Somewhat similar to the excited utterance exception is that of the present sense impression exception. With respect to the excited utterance exception, the rationale for allowing the hearsay statement is that the witness doesn’t have time to ponder and contrive a false statement. The spontaneity of the expression is the guarantee of reliability. With regard to the present sense impression, the guarantee of reliability doesn’t stem from any context of spontaneity but rather from the fact that the statement was made contemporaneously with the event. Since the statement is made contemporaneously or immediately following the event the theory is that the declarant’s memory was fresh at the time of the statement. Thus the statement doesn’t suffer from any lack of reliability which may be the result of gaps in memory. For this exception to apply the court must look much more closely to the timing of the statement in relation to the event, than the court does for the excited utterance exception. With the excited utterance the statement can be made sometime after the event as long as the witness is still excited or under a state of stress. With regard to the present sense impression, it is necessary that the statement be made during or immediately after the event. The delay will usually be measured in a matter of minutes. Anything more than 15 to 20 minutes following the event would likely be deemed too remote to qualify for the exception. As is the case with the excited utterance, with present sense impression, the event must have been personally observed by the declarant.
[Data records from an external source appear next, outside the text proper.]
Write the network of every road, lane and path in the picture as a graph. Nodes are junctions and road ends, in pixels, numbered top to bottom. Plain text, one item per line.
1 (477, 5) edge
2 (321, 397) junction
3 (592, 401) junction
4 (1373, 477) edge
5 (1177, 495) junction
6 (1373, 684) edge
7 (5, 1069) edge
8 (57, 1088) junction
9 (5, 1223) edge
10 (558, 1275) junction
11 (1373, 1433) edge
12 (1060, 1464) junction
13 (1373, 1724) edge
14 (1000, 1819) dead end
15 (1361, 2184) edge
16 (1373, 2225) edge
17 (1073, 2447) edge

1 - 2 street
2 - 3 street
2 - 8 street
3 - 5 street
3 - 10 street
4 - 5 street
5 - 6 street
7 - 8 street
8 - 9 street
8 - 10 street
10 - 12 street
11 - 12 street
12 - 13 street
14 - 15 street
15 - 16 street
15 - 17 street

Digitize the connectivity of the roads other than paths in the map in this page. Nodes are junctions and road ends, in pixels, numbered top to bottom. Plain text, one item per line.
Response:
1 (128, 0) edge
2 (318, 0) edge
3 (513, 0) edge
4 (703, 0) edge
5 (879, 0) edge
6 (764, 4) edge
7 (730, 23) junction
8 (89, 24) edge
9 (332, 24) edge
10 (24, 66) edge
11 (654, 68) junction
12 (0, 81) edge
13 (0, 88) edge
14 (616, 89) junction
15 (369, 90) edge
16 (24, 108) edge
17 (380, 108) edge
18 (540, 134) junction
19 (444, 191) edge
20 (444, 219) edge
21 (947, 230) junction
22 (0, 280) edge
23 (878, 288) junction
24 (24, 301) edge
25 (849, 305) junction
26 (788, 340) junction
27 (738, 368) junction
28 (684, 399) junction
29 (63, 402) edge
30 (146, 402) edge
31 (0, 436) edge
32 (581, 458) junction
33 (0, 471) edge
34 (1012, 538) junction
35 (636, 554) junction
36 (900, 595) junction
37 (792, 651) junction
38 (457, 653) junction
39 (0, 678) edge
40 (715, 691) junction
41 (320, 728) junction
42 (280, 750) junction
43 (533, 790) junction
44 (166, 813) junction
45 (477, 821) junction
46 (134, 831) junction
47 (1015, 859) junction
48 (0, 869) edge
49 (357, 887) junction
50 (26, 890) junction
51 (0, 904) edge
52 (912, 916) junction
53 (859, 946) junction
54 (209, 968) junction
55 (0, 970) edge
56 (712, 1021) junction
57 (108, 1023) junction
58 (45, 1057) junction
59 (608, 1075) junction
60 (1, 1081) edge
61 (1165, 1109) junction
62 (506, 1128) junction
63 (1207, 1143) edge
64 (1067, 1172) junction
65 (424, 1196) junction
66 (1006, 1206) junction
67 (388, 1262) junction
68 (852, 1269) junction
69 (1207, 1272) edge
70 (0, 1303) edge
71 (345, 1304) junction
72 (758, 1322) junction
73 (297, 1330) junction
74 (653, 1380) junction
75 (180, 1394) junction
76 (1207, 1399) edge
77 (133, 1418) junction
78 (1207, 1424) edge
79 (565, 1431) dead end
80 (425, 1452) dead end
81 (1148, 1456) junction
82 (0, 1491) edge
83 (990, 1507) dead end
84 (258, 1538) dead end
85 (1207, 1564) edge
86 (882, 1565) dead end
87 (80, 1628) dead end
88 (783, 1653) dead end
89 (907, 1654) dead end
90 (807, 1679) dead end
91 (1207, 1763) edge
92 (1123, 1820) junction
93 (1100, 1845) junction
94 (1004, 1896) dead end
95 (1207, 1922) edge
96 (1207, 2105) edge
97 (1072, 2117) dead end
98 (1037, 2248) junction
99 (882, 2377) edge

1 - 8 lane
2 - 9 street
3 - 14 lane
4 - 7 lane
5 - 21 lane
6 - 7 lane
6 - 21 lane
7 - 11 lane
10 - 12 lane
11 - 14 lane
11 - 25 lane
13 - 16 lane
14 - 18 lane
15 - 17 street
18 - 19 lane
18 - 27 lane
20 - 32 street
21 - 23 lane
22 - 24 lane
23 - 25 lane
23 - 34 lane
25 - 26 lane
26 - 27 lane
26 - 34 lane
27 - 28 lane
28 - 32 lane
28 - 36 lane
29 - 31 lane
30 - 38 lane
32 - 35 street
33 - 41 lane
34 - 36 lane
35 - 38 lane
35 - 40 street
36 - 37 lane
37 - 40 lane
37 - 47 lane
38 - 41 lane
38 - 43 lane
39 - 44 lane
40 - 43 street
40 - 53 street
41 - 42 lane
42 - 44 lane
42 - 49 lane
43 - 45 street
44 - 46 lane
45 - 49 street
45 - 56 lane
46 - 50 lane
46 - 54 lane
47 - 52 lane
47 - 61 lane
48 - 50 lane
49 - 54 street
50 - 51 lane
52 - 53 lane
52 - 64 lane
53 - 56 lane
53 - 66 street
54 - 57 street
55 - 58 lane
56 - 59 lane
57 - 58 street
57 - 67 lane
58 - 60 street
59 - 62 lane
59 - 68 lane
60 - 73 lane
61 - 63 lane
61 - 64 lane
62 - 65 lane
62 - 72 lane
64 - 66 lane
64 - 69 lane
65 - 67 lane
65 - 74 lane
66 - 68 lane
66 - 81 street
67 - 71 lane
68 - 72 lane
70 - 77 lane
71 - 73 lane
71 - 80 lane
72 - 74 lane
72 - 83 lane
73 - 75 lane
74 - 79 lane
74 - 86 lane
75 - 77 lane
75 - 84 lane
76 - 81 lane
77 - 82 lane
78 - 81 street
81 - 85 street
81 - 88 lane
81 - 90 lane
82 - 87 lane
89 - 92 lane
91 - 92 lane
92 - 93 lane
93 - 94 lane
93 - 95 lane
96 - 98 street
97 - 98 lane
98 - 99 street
I, Eric Roy, wrote this article for my own personal learning benefit. If you wish to find a more authoritative source for this information then I direct you do your state or federal rules of evidence directly. Remember that all states have their own rules of evidence which may or may not differ from the Federal Rules of Evidence. You should also consider reading Edward Imwinkelried, (2012) Evidentiary Foundations. Evidentiary Foundations, is an excellent book which provides terrific insight into this subject matter. This particular book is the source of much of my own information on the subject, as outlined above.